_Task brief_: Retype the data that follows, keeping every character the same.

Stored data
○ ○ ○ ○ ○

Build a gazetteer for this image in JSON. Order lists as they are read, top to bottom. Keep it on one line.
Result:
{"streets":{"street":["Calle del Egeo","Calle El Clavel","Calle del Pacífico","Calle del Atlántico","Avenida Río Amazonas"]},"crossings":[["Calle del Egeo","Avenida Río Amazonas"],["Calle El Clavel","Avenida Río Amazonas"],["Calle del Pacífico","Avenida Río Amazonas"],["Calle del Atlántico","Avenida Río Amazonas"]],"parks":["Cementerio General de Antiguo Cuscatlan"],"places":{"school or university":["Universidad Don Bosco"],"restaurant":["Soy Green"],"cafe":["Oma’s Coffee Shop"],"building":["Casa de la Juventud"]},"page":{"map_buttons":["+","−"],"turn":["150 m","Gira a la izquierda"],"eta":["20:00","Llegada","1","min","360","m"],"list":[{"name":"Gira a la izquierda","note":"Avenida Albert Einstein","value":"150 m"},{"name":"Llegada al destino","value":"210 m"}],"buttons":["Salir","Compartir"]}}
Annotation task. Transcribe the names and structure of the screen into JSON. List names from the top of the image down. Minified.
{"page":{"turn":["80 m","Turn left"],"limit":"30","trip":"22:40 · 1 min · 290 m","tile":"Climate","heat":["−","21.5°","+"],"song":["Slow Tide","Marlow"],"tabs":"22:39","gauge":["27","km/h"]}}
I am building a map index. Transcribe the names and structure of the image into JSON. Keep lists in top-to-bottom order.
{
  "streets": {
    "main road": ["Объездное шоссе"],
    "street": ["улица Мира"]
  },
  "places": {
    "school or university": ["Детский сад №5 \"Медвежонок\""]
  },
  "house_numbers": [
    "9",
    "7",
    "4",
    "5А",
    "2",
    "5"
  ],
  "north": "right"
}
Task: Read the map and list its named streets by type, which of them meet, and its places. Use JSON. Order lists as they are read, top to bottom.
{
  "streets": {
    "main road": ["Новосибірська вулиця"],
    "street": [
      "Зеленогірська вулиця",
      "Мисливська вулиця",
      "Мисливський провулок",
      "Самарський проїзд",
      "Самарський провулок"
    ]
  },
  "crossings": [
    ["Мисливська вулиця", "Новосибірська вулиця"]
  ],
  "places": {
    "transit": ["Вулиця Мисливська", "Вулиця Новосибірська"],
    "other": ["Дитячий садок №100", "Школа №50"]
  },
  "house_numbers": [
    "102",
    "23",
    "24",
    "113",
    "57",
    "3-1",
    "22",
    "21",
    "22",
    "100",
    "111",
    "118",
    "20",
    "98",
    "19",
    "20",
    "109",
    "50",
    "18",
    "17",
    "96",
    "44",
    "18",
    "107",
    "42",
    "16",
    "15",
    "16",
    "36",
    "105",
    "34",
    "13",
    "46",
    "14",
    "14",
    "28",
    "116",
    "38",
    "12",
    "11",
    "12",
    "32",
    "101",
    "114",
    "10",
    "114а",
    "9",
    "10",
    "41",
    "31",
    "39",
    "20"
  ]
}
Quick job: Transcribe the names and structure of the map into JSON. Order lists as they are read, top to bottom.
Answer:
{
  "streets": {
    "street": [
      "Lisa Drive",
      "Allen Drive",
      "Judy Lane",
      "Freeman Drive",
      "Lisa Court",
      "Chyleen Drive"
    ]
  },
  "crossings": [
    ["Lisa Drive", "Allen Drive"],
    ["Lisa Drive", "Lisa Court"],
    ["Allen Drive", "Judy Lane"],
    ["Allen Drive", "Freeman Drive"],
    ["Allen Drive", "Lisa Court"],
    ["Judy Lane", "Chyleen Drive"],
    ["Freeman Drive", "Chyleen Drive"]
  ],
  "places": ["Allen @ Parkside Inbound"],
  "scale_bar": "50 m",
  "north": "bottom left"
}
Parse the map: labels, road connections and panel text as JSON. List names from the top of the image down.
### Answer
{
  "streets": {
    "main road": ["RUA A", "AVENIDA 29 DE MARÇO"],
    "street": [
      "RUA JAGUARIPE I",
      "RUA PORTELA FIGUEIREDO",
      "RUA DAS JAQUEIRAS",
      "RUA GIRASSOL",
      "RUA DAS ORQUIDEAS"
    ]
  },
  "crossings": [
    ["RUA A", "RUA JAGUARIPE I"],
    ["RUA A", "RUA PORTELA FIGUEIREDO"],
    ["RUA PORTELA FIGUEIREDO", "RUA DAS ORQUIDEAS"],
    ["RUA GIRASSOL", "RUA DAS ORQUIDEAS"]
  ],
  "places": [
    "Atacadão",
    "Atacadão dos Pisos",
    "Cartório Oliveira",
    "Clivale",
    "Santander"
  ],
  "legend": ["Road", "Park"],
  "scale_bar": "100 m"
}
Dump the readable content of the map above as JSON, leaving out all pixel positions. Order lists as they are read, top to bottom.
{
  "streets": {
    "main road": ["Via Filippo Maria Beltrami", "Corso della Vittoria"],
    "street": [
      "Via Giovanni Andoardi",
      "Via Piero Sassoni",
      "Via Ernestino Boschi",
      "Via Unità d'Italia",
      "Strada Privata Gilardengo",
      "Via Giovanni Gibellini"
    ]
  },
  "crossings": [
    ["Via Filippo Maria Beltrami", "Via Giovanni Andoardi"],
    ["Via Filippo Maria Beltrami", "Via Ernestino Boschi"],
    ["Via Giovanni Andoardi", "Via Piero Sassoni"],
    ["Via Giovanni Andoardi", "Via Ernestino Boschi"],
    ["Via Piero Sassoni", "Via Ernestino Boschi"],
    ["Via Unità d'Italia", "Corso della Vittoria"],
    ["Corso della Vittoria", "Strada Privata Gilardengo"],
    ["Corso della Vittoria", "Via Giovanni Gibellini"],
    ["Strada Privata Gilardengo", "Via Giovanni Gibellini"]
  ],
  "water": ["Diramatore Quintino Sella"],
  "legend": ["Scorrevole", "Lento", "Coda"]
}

○ ○ ○ ○ ○

_Answer for the task_:
Build a gazetteer for this image in JSON. Order lists as they are read, top to bottom. Keep it on one line.
Result:
{"streets":{"street":["Calle del Egeo","Calle El Clavel","Calle del Pacífico","Calle del Atlántico","Avenida Río Amazonas"]},"crossings":[["Calle del Egeo","Avenida Río Amazonas"],["Calle El Clavel","Avenida Río Amazonas"],["Calle del Pacífico","Avenida Río Amazonas"],["Calle del Atlántico","Avenida Río Amazonas"]],"parks":["Cementerio General de Antiguo Cuscatlan"],"places":{"school or university":["Universidad Don Bosco"],"restaurant":["Soy Green"],"cafe":["Oma’s Coffee Shop"],"building":["Casa de la Juventud"]},"page":{"map_buttons":["+","−"],"turn":["150 m","Gira a la izquierda"],"eta":["20:00","Llegada","1","min","360","m"],"list":[{"name":"Gira a la izquierda","note":"Avenida Albert Einstein","value":"150 m"},{"name":"Llegada al destino","value":"210 m"}],"buttons":["Salir","Compartir"]}}
Annotation task. Transcribe the names and structure of the screen into JSON. List names from the top of the image down. Minified.
{"page":{"turn":["80 m","Turn left"],"limit":"30","trip":"22:40 · 1 min · 290 m","tile":"Climate","heat":["−","21.5°","+"],"song":["Slow Tide","Marlow"],"tabs":"22:39","gauge":["27","km/h"]}}
I am building a map index. Transcribe the names and structure of the image into JSON. Keep lists in top-to-bottom order.
{
  "streets": {
    "main road": ["Объездное шоссе"],
    "street": ["улица Мира"]
  },
  "places": {
    "school or university": ["Детский сад №5 \"Медвежонок\""]
  },
  "house_numbers": [
    "9",
    "7",
    "4",
    "5А",
    "2",
    "5"
  ],
  "north": "right"
}
Task: Read the map and list its named streets by type, which of them meet, and its places. Use JSON. Order lists as they are read, top to bottom.
{
  "streets": {
    "main road": ["Новосибірська вулиця"],
    "street": [
      "Зеленогірська вулиця",
      "Мисливська вулиця",
      "Мисливський провулок",
      "Самарський проїзд",
      "Самарський провулок"
    ]
  },
  "crossings": [
    ["Мисливська вулиця", "Новосибірська вулиця"]
  ],
  "places": {
    "transit": ["Вулиця Мисливська", "Вулиця Новосибірська"],
    "other": ["Дитячий садок №100", "Школа №50"]
  },
  "house_numbers": [
    "102",
    "23",
    "24",
    "113",
    "57",
    "3-1",
    "22",
    "21",
    "22",
    "100",
    "111",
    "118",
    "20",
    "98",
    "19",
    "20",
    "109",
    "50",
    "18",
    "17",
    "96",
    "44",
    "18",
    "107",
    "42",
    "16",
    "15",
    "16",
    "36",
    "105",
    "34",
    "13",
    "46",
    "14",
    "14",
    "28",
    "116",
    "38",
    "12",
    "11",
    "12",
    "32",
    "101",
    "114",
    "10",
    "114а",
    "9",
    "10",
    "41",
    "31",
    "39",
    "20"
  ]
}
Quick job: Transcribe the names and structure of the map into JSON. Order lists as they are read, top to bottom.
Answer:
{
  "streets": {
    "street": [
      "Lisa Drive",
      "Allen Drive",
      "Judy Lane",
      "Freeman Drive",
      "Lisa Court",
      "Chyleen Drive"
    ]
  },
  "crossings": [
    ["Lisa Drive", "Allen Drive"],
    ["Lisa Drive", "Lisa Court"],
    ["Allen Drive", "Judy Lane"],
    ["Allen Drive", "Freeman Drive"],
    ["Allen Drive", "Lisa Court"],
    ["Judy Lane", "Chyleen Drive"],
    ["Freeman Drive", "Chyleen Drive"]
  ],
  "places": ["Allen @ Parkside Inbound"],
  "scale_bar": "50 m",
  "north": "bottom left"
}
Parse the map: labels, road connections and panel text as JSON. List names from the top of the image down.
### Answer
{
  "streets": {
    "main road": ["RUA A", "AVENIDA 29 DE MARÇO"],
    "street": [
      "RUA JAGUARIPE I",
      "RUA PORTELA FIGUEIREDO",
      "RUA DAS JAQUEIRAS",
      "RUA GIRASSOL",
      "RUA DAS ORQUIDEAS"
    ]
  },
  "crossings": [
    ["RUA A", "RUA JAGUARIPE I"],
    ["RUA A", "RUA PORTELA FIGUEIREDO"],
    ["RUA PORTELA FIGUEIREDO", "RUA DAS ORQUIDEAS"],
    ["RUA GIRASSOL", "RUA DAS ORQUIDEAS"]
  ],
  "places": [
    "Atacadão",
    "Atacadão dos Pisos",
    "Cartório Oliveira",
    "Clivale",
    "Santander"
  ],
  "legend": ["Road", "Park"],
  "scale_bar": "100 m"
}
Dump the readable content of the map above as JSON, leaving out all pixel positions. Order lists as they are read, top to bottom.
{
  "streets": {
    "main road": ["Via Filippo Maria Beltrami", "Corso della Vittoria"],
    "street": [
      "Via Giovanni Andoardi",
      "Via Piero Sassoni",
      "Via Ernestino Boschi",
      "Via Unità d'Italia",
      "Strada Privata Gilardengo",
      "Via Giovanni Gibellini"
    ]
  },
  "crossings": [
    ["Via Filippo Maria Beltrami", "Via Giovanni Andoardi"],
    ["Via Filippo Maria Beltrami", "Via Ernestino Boschi"],
    ["Via Giovanni Andoardi", "Via Piero Sassoni"],
    ["Via Giovanni Andoardi", "Via Ernestino Boschi"],
    ["Via Piero Sassoni", "Via Ernestino Boschi"],
    ["Via Unità d'Italia", "Corso della Vittoria"],
    ["Corso della Vittoria", "Strada Privata Gilardengo"],
    ["Corso della Vittoria", "Via Giovanni Gibellini"],
    ["Strada Privata Gilardengo", "Via Giovanni Gibellini"]
  ],
  "water": ["Diramatore Quintino Sella"],
  "legend": ["Scorrevole", "Lento", "Coda"]
}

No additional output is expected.